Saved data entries
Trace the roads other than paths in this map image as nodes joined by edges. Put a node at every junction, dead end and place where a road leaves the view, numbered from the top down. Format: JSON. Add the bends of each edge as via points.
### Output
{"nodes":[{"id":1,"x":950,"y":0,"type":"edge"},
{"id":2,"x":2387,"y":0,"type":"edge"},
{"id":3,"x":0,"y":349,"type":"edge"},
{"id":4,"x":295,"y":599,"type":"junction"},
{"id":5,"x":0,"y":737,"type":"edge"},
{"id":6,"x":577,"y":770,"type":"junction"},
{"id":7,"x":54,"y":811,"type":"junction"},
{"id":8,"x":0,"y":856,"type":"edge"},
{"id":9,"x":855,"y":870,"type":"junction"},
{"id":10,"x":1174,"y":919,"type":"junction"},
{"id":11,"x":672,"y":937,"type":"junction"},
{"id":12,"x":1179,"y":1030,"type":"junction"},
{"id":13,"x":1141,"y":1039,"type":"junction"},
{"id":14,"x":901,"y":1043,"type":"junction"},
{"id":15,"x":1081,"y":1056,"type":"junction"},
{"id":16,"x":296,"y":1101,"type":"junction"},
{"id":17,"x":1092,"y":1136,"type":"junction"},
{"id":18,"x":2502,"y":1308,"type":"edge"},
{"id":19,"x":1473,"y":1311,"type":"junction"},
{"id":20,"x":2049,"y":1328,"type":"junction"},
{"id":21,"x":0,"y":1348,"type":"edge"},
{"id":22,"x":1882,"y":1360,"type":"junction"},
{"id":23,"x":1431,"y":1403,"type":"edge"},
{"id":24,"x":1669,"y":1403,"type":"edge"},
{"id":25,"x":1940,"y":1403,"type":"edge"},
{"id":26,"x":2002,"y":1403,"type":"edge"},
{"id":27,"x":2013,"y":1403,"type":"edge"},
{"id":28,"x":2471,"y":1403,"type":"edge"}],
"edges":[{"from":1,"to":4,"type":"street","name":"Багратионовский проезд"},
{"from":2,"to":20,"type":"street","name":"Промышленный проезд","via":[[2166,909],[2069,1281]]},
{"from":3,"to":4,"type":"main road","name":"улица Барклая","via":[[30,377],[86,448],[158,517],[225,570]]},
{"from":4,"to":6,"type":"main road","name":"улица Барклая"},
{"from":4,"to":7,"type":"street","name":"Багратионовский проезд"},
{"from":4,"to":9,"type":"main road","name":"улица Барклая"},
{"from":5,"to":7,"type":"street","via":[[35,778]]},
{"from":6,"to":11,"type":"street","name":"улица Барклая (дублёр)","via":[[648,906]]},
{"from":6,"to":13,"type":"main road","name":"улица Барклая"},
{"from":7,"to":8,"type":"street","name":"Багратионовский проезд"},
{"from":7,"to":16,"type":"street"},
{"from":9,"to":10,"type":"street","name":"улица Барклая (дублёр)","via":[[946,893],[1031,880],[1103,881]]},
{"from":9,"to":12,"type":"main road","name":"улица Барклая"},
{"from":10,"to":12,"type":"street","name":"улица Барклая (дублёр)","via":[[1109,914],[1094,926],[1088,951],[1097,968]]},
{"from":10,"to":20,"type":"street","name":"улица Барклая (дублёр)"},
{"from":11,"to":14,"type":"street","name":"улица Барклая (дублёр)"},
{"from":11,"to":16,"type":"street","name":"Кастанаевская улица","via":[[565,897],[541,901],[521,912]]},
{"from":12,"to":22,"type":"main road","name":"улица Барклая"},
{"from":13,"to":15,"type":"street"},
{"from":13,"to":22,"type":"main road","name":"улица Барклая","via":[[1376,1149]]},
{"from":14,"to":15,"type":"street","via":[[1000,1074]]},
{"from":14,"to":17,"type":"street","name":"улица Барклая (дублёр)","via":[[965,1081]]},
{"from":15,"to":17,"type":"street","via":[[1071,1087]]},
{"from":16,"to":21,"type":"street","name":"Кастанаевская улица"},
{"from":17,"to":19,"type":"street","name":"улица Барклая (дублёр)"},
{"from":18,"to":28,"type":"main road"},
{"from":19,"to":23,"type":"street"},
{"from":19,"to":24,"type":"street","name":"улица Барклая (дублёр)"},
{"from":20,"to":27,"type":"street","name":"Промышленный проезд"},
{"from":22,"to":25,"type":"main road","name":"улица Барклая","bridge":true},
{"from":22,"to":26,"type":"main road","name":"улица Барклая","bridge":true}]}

YOUR TASK: Please return each line of the data above in which the word "true" occurs.

SOLUTION:
{"from":22,"to":25,"type":"main road","name":"улица Барклая","bridge":true},
{"from":22,"to":26,"type":"main road","name":"улица Барклая","bridge":true}]}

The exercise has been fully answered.